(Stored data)
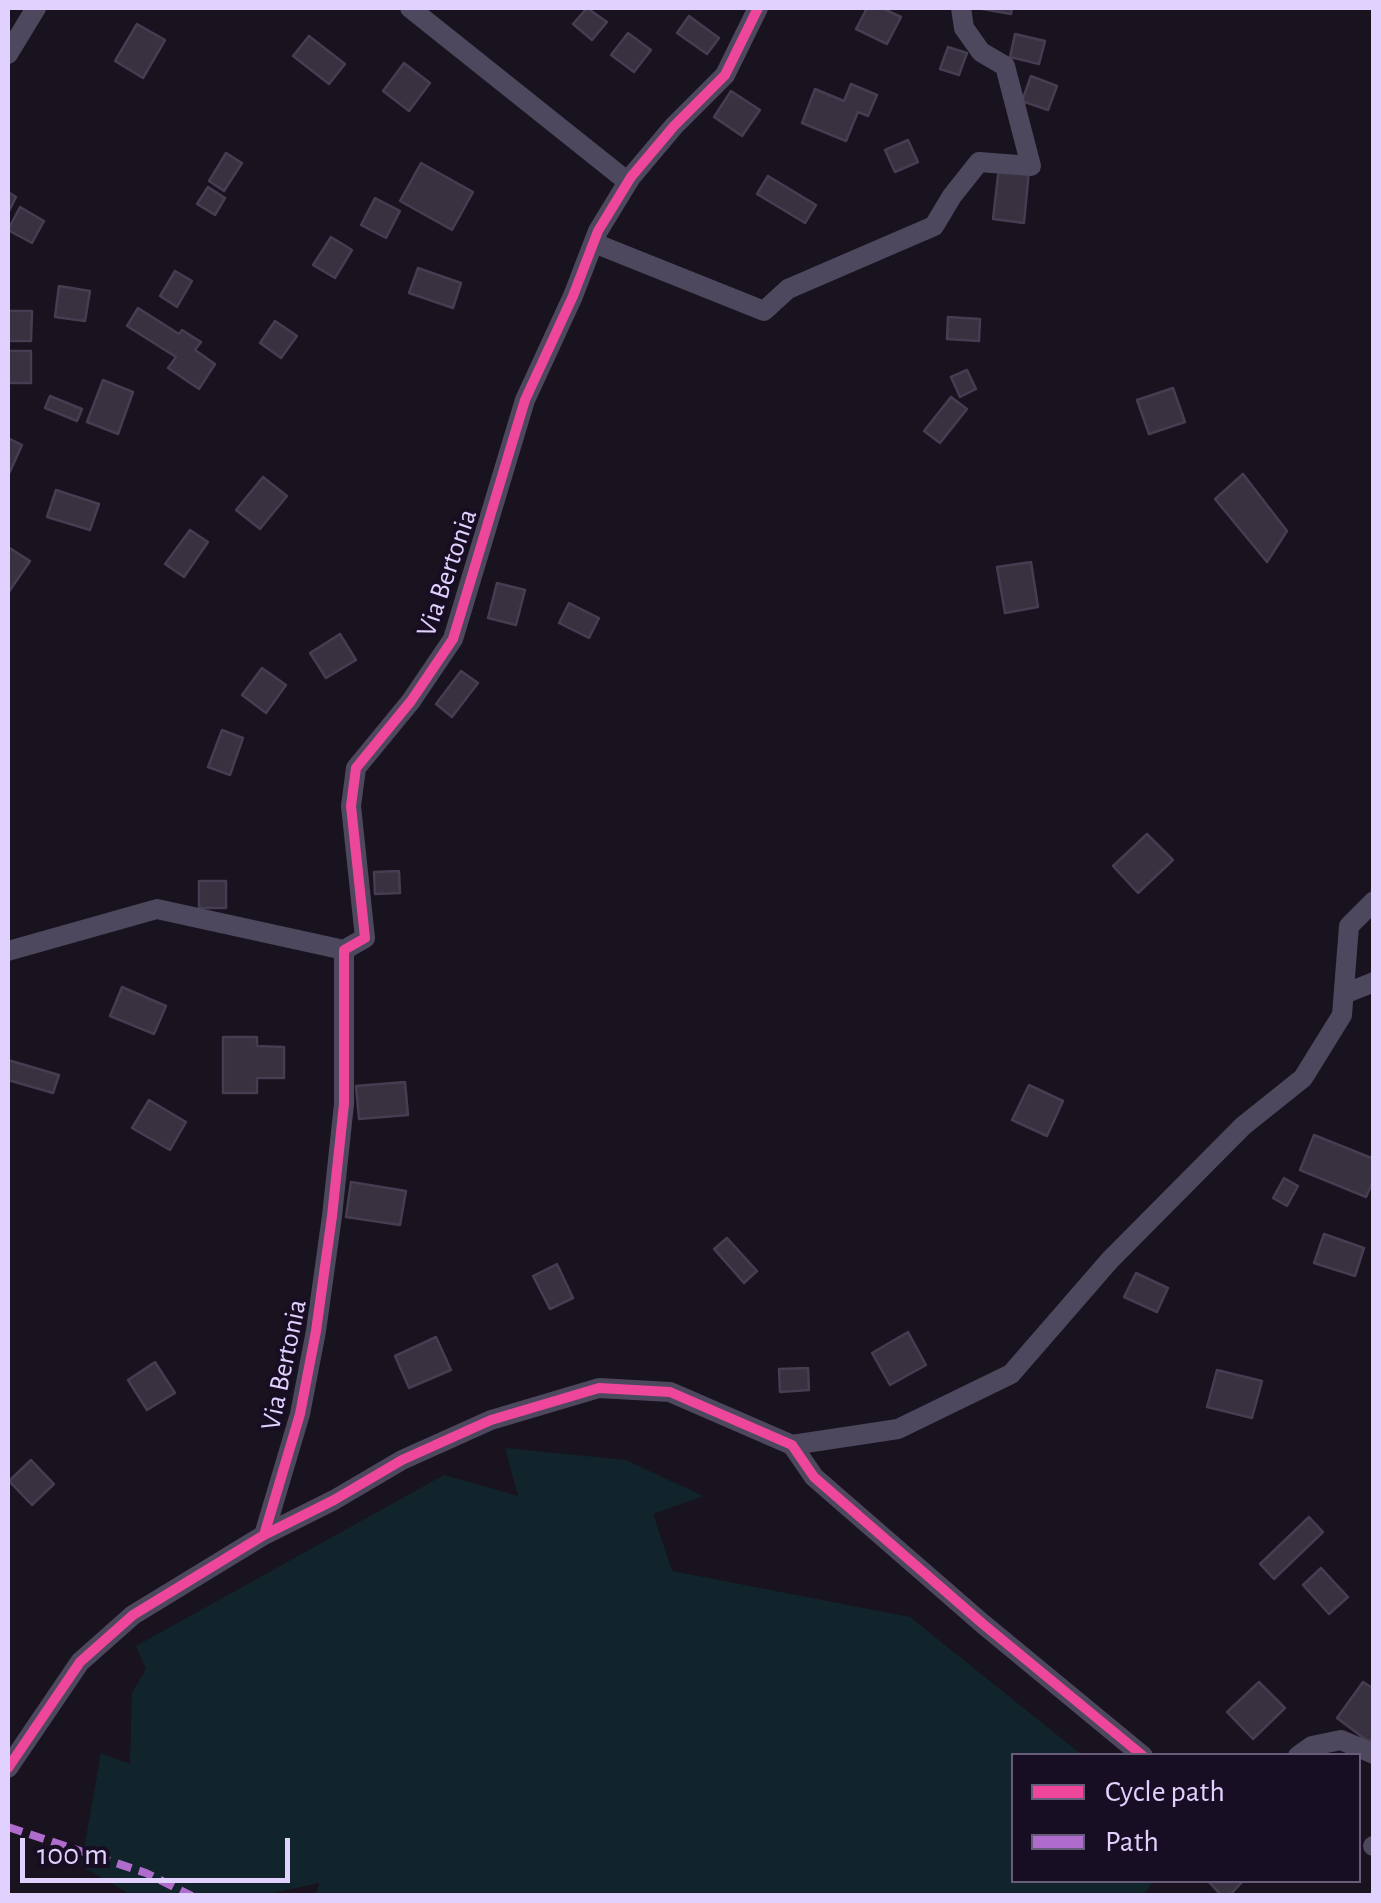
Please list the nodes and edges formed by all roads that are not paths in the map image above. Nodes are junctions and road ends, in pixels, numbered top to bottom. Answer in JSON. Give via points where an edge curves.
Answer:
{"nodes":[{"id":1,"x":36,"y":8,"type":"edge"},
{"id":2,"x":410,"y":8,"type":"edge"},
{"id":3,"x":758,"y":8,"type":"edge"},
{"id":4,"x":962,"y":8,"type":"edge"},
{"id":5,"x":8,"y":50,"type":"edge"},
{"id":6,"x":628,"y":182,"type":"junction"},
{"id":7,"x":594,"y":242,"type":"junction"},
{"id":8,"x":1374,"y":900,"type":"edge"},
{"id":9,"x":344,"y":950,"type":"junction"},
{"id":10,"x":8,"y":951,"type":"edge"},
{"id":11,"x":1374,"y":982,"type":"edge"},
{"id":12,"x":1344,"y":994,"type":"junction"},
{"id":13,"x":792,"y":1444,"type":"junction"},
{"id":14,"x":264,"y":1535,"type":"junction"},
{"id":15,"x":1140,"y":1753,"type":"edge"},
{"id":16,"x":1302,"y":1753,"type":"edge"},
{"id":17,"x":1374,"y":1754,"type":"edge"},
{"id":18,"x":8,"y":1768,"type":"edge"}],
"edges":[{"from":1,"to":5,"type":"street"},
{"from":2,"to":6,"type":"street"},
{"from":3,"to":6,"type":"street","name":"Via Bertonia","via":[[725,75]]},
{"from":4,"to":7,"type":"street","via":[[964,28],[981,52],[1006,66],[1031,166],[979,162],[934,226],[788,289],[764,312]]},
{"from":6,"to":7,"type":"street","name":"Via Bertonia"},
{"from":7,"to":9,"type":"street","name":"Via Bertonia","via":[[525,400],[453,639],[356,768],[350,806],[365,938]]},
{"from":8,"to":12,"type":"street","via":[[1349,926]]},
{"from":9,"to":10,"type":"street","via":[[157,910]]},
{"from":9,"to":14,"type":"street","name":"Via Bertonia","via":[[344,1104],[330,1235],[300,1414]]},
{"from":11,"to":12,"type":"street"},
{"from":12,"to":13,"type":"street","via":[[1342,1015],[1303,1078],[1136,1233],[1011,1374],[898,1429]]},
{"from":13,"to":14,"type":"street","via":[[670,1392],[599,1388],[473,1428]]},
{"from":13,"to":15,"type":"street","via":[[814,1477]]},
{"from":14,"to":18,"type":"street","via":[[133,1614],[80,1662]]},
{"from":16,"to":17,"type":"street","via":[[1341,1740]]}]}
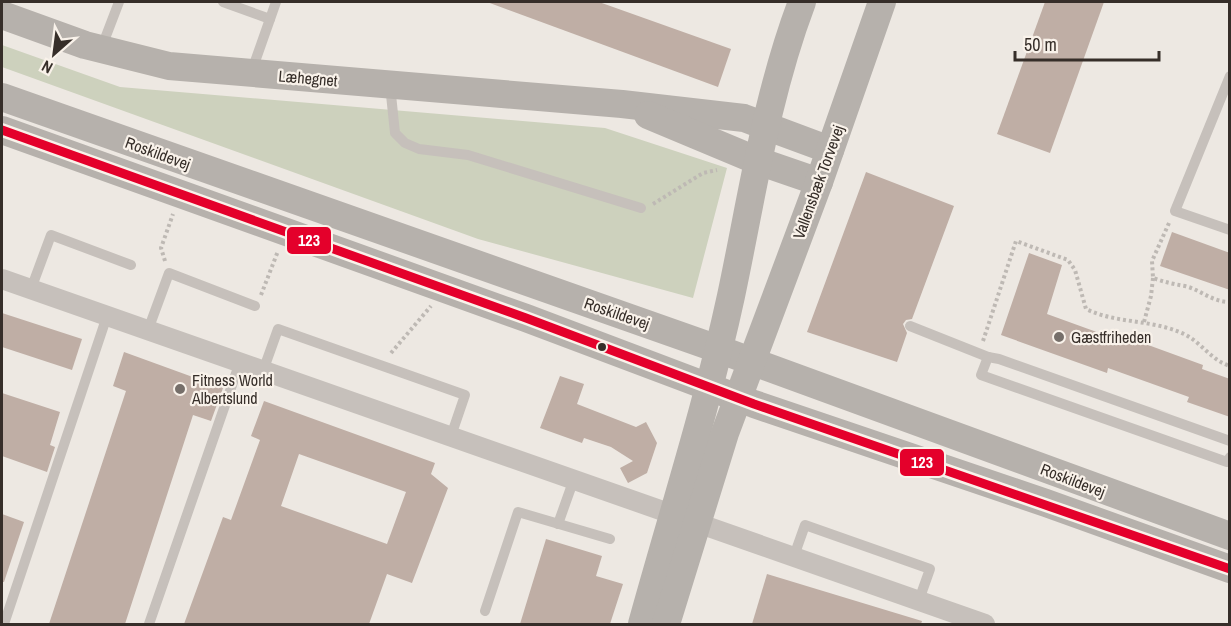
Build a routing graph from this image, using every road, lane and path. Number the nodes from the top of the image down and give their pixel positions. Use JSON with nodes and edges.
{"nodes":[{"id":1,"x":119,"y":2,"type":"edge"},
{"id":2,"x":223,"y":2,"type":"edge"},
{"id":3,"x":276,"y":2,"type":"edge"},
{"id":4,"x":802,"y":2,"type":"edge"},
{"id":5,"x":882,"y":2,"type":"edge"},
{"id":6,"x":2,"y":15,"type":"edge"},
{"id":7,"x":270,"y":19,"type":"junction"},
{"id":8,"x":101,"y":49,"type":"junction"},
{"id":9,"x":251,"y":73,"type":"junction"},
{"id":10,"x":1230,"y":76,"type":"edge"},
{"id":11,"x":390,"y":84,"type":"junction"},
{"id":12,"x":2,"y":98,"type":"edge"},
{"id":13,"x":622,"y":104,"type":"junction"},
{"id":14,"x":765,"y":125,"type":"junction"},
{"id":15,"x":2,"y":130,"type":"edge"},
{"id":16,"x":830,"y":150,"type":"junction"},
{"id":17,"x":758,"y":161,"type":"junction"},
{"id":18,"x":725,"y":169,"type":"dead end"},
{"id":19,"x":819,"y":182,"type":"junction"},
{"id":20,"x":181,"y":194,"type":"junction"},
{"id":21,"x":641,"y":208,"type":"joint"},
{"id":22,"x":1175,"y":211,"type":"junction"},
{"id":23,"x":1230,"y":230,"type":"edge"},
{"id":24,"x":285,"y":232,"type":"junction"},
{"id":25,"x":131,"y":265,"type":"dead end"},
{"id":26,"x":169,"y":273,"type":"junction"},
{"id":27,"x":1153,"y":278,"type":"junction"},
{"id":28,"x":2,"y":279,"type":"edge"},
{"id":29,"x":31,"y":289,"type":"junction"},
{"id":30,"x":445,"y":289,"type":"junction"},
{"id":31,"x":1230,"y":302,"type":"edge"},
{"id":32,"x":255,"y":306,"type":"joint"},
{"id":33,"x":107,"y":316,"type":"junction"},
{"id":34,"x":1144,"y":322,"type":"junction"},
{"id":35,"x":910,"y":326,"type":"dead end"},
{"id":36,"x":148,"y":330,"type":"junction"},
{"id":37,"x":987,"y":357,"type":"junction"},
{"id":38,"x":240,"y":362,"type":"junction"},
{"id":39,"x":381,"y":365,"type":"junction"},
{"id":40,"x":1230,"y":366,"type":"edge"},
{"id":41,"x":714,"y":368,"type":"junction"},
{"id":42,"x":263,"y":371,"type":"junction"},
{"id":43,"x":744,"y":380,"type":"junction"},
{"id":44,"x":451,"y":436,"type":"junction"},
{"id":45,"x":1230,"y":441,"type":"edge"},
{"id":46,"x":1230,"y":457,"type":"edge"},
{"id":47,"x":574,"y":479,"type":"junction"},
{"id":48,"x":1046,"y":503,"type":"junction"},
{"id":49,"x":685,"y":518,"type":"junction"},
{"id":50,"x":558,"y":524,"type":"junction"},
{"id":51,"x":1230,"y":536,"type":"edge"},
{"id":52,"x":610,"y":539,"type":"dead end"},
{"id":53,"x":1230,"y":555,"type":"edge"},
{"id":54,"x":794,"y":556,"type":"junction"},
{"id":55,"x":1230,"y":569,"type":"edge"},
{"id":56,"x":919,"y":600,"type":"junction"},
{"id":57,"x":485,"y":611,"type":"dead end"},
{"id":58,"x":4,"y":624,"type":"edge"},
{"id":59,"x":149,"y":624,"type":"edge"},
{"id":60,"x":642,"y":624,"type":"edge"},
{"id":61,"x":666,"y":624,"type":"edge"},
{"id":62,"x":985,"y":624,"type":"edge"}],
"edges":[{"from":1,"to":8,"type":"lane"},
{"from":2,"to":7,"type":"lane"},
{"from":3,"to":7,"type":"lane"},
{"from":4,"to":14,"type":"main road"},
{"from":5,"to":16,"type":"main road","name":"Vallensbæk Torvevej"},
{"from":6,"to":8,"type":"main road","name":"Læhegnet"},
{"from":7,"to":9,"type":"lane"},
{"from":8,"to":9,"type":"main road","name":"Læhegnet"},
{"from":9,"to":11,"type":"main road","name":"Læhegnet"},
{"from":10,"to":22,"type":"lane"},
{"from":11,"to":13,"type":"main road","name":"Læhegnet"},
{"from":11,"to":21,"type":"lane"},
{"from":12,"to":41,"type":"main road","name":"Roskildevej"},
{"from":13,"to":14,"type":"main road","name":"Læhegnet"},
{"from":13,"to":17,"type":"main road","name":"Læhegnet"},
{"from":14,"to":16,"type":"main road","name":"Læhegnet"},
{"from":14,"to":17,"type":"main road"},
{"from":15,"to":20,"type":"main road","name":"Roskildevej"},
{"from":16,"to":19,"type":"main road","name":"Vallensbæk Torvevej"},
{"from":17,"to":19,"type":"main road","name":"Læhegnet"},
{"from":17,"to":41,"type":"main road"},
{"from":18,"to":21,"type":"path"},
{"from":19,"to":43,"type":"main road","name":"Vallensbæk Torvevej"},
{"from":20,"to":24,"type":"main road","name":"Roskildevej"},
{"from":20,"to":26,"type":"path"},
{"from":22,"to":23,"type":"lane"},
{"from":22,"to":27,"type":"path"},
{"from":24,"to":30,"type":"main road","name":"Roskildevej"},
{"from":24,"to":32,"type":"path"},
{"from":25,"to":29,"type":"lane"},
{"from":26,"to":32,"type":"lane"},
{"from":26,"to":36,"type":"lane"},
{"from":27,"to":31,"type":"path"},
{"from":27,"to":34,"type":"path"},
{"from":28,"to":29,"type":"street"},
{"from":29,"to":33,"type":"street"},
{"from":30,"to":39,"type":"path"},
{"from":30,"to":41,"type":"main road","name":"Roskildevej"},
{"from":33,"to":36,"type":"street"},
{"from":33,"to":58,"type":"lane"},
{"from":34,"to":37,"type":"path"},
{"from":34,"to":40,"type":"path"},
{"from":35,"to":37,"type":"lane"},
{"from":36,"to":38,"type":"street"},
{"from":37,"to":45,"type":"lane"},
{"from":37,"to":46,"type":"lane"},
{"from":38,"to":42,"type":"street"},
{"from":38,"to":59,"type":"lane"},
{"from":39,"to":42,"type":"lane"},
{"from":39,"to":44,"type":"lane"},
{"from":41,"to":43,"type":"main road","name":"Roskildevej"},
{"from":41,"to":43,"type":"main road","name":"Roskildevej"},
{"from":41,"to":49,"type":"main road"},
{"from":42,"to":44,"type":"street"},
{"from":43,"to":48,"type":"main road","name":"Roskildevej"},
{"from":43,"to":49,"type":"main road","name":"Vallensbæk Torvevej"},
{"from":43,"to":51,"type":"main road","name":"Roskildevej"},
{"from":44,"to":47,"type":"street"},
{"from":47,"to":49,"type":"street"},
{"from":47,"to":50,"type":"lane"},
{"from":48,"to":53,"type":"main road"},
{"from":48,"to":55,"type":"main road","name":"Roskildevej"},
{"from":49,"to":54,"type":"street"},
{"from":49,"to":60,"type":"main road"},
{"from":49,"to":61,"type":"main road"},
{"from":50,"to":52,"type":"lane"},
{"from":50,"to":57,"type":"lane"},
{"from":54,"to":56,"type":"street"},
{"from":54,"to":56,"type":"lane"},
{"from":56,"to":62,"type":"street"}]}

What you have to do ->
With "Vallensbæk" as the string to find, copy every line of the records that holds it.

Answer to this task ->
{"from":5,"to":16,"type":"main road","name":"Vallensbæk Torvevej"},
{"from":16,"to":19,"type":"main road","name":"Vallensbæk Torvevej"},
{"from":19,"to":43,"type":"main road","name":"Vallensbæk Torvevej"},
{"from":43,"to":49,"type":"main road","name":"Vallensbæk Torvevej"},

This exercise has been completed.